Thursday, March 30, 2006

i am reflection, i am reaction

i'm in a place right now where my self-introspection is at an all-time high. i know this is because of the things i'm going through at the moment. i just ask you to bear with me as i attempt to make sense of things.

this post is inspired by t. casanova's post confessing to his various vices. in it, he admits to being spiteful. now while normally i would have called that shit out for what it was (namely, he was being an asshole and that shit ain't cool), i stepped back from that statement and instead chose to look at it from another angle.

spite: n. malicious ill will prompting an urge to hurt or humiliate.

we have all done something out of spite towards someone else. however, is this behavior a reflection of our character as a whole or is it just one aspect of us? is this behavior in response to something someone else did to us or is it totally unprovoked?

reflection of a whole

the way we word things when it comes to describing ourselves is a revealing indicator of just how we see ourselves (and others for that matter) at that moment. have you ever made little statements to yourself when you were feeling down? on days when i'm feeling down on myself i say shit like

"i am spiteful."

"i am fat."

"i am insensitive."

"i am mean."

because at that moment, i feel as though that adjective represents me totally, defines me completely. at that time, there are no other adjectives superceding that one. when i look in the mirror, i see that word carved into my forehead. i see it written in lipstick across my chest.

when i'm feeling good about myself, the wording changes. it's not even just about me saying shit like

"i am beautiful."

"i am smart."

"i am loving."

it's also in how i re-word the other shit. i'm no longer selfish. i'm a person who can be selfish at times. i relegate the shitty stuff to part-time status and give the great stuff full-time status. i can acknowledge that while at times i can be selfish, overall i'm still a good person. i believe that because my actions in this world reflect that.

reaction showing a partial reflection

a couple of years ago while i was on vacation, one of my co-workers tried to have me fired. when i got back from vacation, i was pulled into my supervisor's office and grilled about some missing office supplies. of course i was innocent, but the incident left a permanent breach in my relationship with my boss and created tension and mistrust around the office. in response to what she did to me, i went into her office, hack onto her computer, printed off incriminating email and deleted many of her important files. because she had no back up of her shit, she was fucked up for MONTHS. and no, at the time i wasn't sorry i did that shit.

but as i look back on what i did, one thing is very clear...i allowed her shitty behavior to dictate mine in such a way as to reflect her character, not my own. that doesn't make what i did any less malicious or straight up wrong. however, i recognize i gave her the power to make me respond in such a manner. i acknowledge that ultimately, i made the decision to fuck her shit up, even if i was provoked. i also acknowledge how she played me like a fucking puppet because i did that shit in reaction to what she did. i acknowledge i was hurt by her actions and that hurt made it easy for me do that shit i did cuz i felt as though i had been personally attacked.

but does that make me a malicious person? does that make me a spiteful person?
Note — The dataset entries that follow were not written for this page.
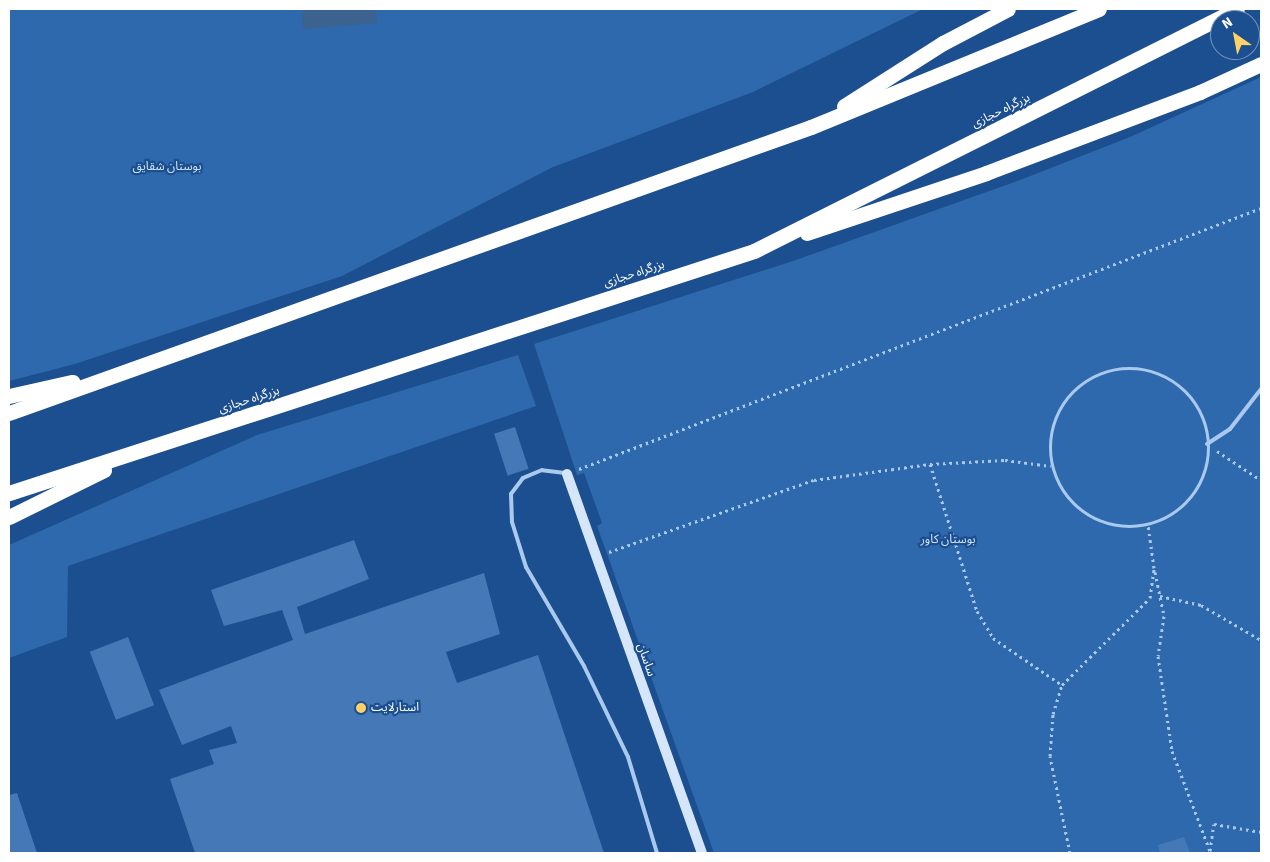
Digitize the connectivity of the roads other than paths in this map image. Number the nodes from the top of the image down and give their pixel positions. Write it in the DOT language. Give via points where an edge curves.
graph roads {
  1 [pos="1008,9"];
  2 [pos="1100,9"];
  3 [pos="1236,9"];
  4 [pos="1261,64"];
  5 [pos="811,127"];
  6 [pos="754,251"];
  7 [pos="134,368"];
  8 [pos="1261,389"];
  9 [pos="9,396"];
  10 [pos="9,413"];
  11 [pos="1207,444"];
  12 [pos="148,448"];
  13 [pos="567,474"];
  14 [pos="9,493"];
  15 [pos="9,517"];
  16 [pos="657,853"];
  17 [pos="702,853"];
  1 -- 5 [label="highway" via="944,43"];
  2 -- 5 [label="highway"];
  3 -- 6 [label="highway, بزرگراه حجازی"];
  4 -- 6 [label="highway" via="1200,92 986,173"];
  5 -- 7 [label="highway"];
  6 -- 12 [label="highway, بزرگراه حجازی"];
  7 -- 9 [label="highway"];
  7 -- 10 [label="highway"];
  8 -- 11 [label="lane" via="1230,429"];
  12 -- 14 [label="highway, بزرگراه حجازی"];
  12 -- 15 [label="highway"];
  13 -- 16 [label="lane" via="542,470 523,478 511,494 512,522 526,567 584,666 628,757"];
  13 -- 17 [label="street, ساسان"];
}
HELL nah. i think the difference here is that i was reacting after being provoked by her behavior against me. i wasn't trying to deliberately hurt her for no reason. her actions hurt me and therefore, i felt the need to hurt her. i committed a malicious act. it doesn't make me malicious. if i accept that term to define me, then i'm saying i'm mostly malicious and that anything i do from this point on that hurts someone is justified, cuz hey...i'm malicious.
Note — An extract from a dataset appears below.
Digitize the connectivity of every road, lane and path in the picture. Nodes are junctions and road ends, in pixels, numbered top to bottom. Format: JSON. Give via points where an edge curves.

so no, i am not malicious. however, the incident showed me i was an immature person incapable of stopping someone else's shitty behavior (and their own issues of insecurity) from provoking me towards stooping down to their level.

'i am' is the beginning of the statement we give to define ourselves to one's self and others. whatever adjective we place after that becomes interwoven within us, it is what sweats from our pores, what leaks from our mouths, what determines our actions. it is the word we use to justify our behavior, both good and bad. it implies we will actively seek to be an accurate reflection of the definition of that word because it is the word we believe ourselves to be.

so now when i describe myself to others, i think about whether or not i want the adjectives i use to be a reflection of the whole me or just part of me. i think about how i see myself, really see myself, and what my actions say about me.

i am beautiful

i am intelligent

i am sexy

i am compassionate

and yes,

i am capable of malicious behavior when provoked, but that ain't who i am.